Image: Flickr/editrrix
A Year in Reading: Jacqueline Woodson
2016 was a strange year in so many ways. We were at once confused and hopeful about the coming elections, I was traveling way too much -- first because of the National Book Award for my memoir Brown Girl Dreaming and then for my novel Another Brooklyn. I was talking about writing more than I was writing and that was making me cranky. I was away from my family and that was making THEM cranky. Then we were planning our trip abroad and gut renovation so we were all scattered and crazed. Reading became a balm for all of us. In the days I was home, time was spent reading to my eight-year-old. He had turned a corner as a reader and listener so we moved from the younger graphics -- mainly his favorite book of all time: The Crock Ate My Homework -- to deeper books like Jason Reynolds’s As Brave As You and later, Ghost, both of which are so brilliantly written that I often tried to move bedtime up a bit to get back to our nightly readings. At the same time, my daughter was grumbling her way through the (still assigned!) Lord of the Flies, (poor child, I felt her pain!) and finding comfort in Edwidge Danticat’s Krik Krak. Krik Krak for my daughter, was the Danticat gateway. She went on to devour Brother, I’m Dying, Breath, Eyes, Memory, and Untwine. I was more than thrilled to see these books stacked beside her bed and, in the morning, one or the other of them brought down to the breakfast table. Losing a teenager to Danticat is not really losing a teenager. The child that re-emerged was a bit deeper, a bit kinder. Then there was my partner -- a doctor by day and a reader by night. The stack of books grew high beside her bed, got hauled up to the library, only to be replaced by a new stack. The book she loved the most was Carolina De Robertis's The God’s Of Tango. It came with us to France this summer and got passed around our extended family. Not one of the people who opened that book didn’t love it. I’d have to say The Gods of Tango is on the list of amazing books written in my lifetime. I would love to spend the rest of this commentary telling anyone who wants to listen about The Gods of Tango but I won’t. Just read it. Or listen to it on audio. Or do both. The same of anything Ann Patchett puts a pen to. Commonwealth – Wow!! State of Wonder -- Jeez -- how did she do that?! Bel Canto -- What…?!

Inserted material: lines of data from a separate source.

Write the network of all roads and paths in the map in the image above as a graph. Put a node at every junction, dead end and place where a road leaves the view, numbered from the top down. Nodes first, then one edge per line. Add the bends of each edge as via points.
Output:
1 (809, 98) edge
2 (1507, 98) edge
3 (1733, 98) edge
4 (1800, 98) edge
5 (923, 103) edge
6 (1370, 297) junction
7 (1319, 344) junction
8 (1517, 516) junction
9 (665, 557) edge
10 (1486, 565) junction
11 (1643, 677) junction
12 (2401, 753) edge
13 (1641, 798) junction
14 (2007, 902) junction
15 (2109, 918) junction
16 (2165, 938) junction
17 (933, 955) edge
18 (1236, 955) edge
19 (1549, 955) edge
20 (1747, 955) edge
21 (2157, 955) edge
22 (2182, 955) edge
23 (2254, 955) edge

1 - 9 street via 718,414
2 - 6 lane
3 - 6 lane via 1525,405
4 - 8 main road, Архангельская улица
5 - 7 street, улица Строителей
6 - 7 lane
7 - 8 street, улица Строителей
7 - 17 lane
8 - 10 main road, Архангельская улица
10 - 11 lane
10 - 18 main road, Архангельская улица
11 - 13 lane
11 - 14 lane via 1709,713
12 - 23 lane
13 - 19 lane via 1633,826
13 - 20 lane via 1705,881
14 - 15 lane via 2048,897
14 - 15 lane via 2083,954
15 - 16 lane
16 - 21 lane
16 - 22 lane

Audio was big for me this year. Spending so much time on planes and trains, the words of other writers were healing, reminding me of why I write. So I plowed through Ta-Nehisi Coates’s Between the World and Me, Kaitlyn Greenidge’s We Love You, Charlie Freeman, Naomi Jackson’s The Star Side of Bird Hill, Karan Mahajan’s The Association of Small Bombs, Brit Bennett’s The Mothers and Colson Whitehead’s The Underground Railroad.
Here’s the truth about me -- while my partner will read a book she doesn’t really like until the last word, I will not finish a book I don’t love to the bone. Life is too short. There are far too many good books out there. I’m looking forward to finishing more of the ones I love.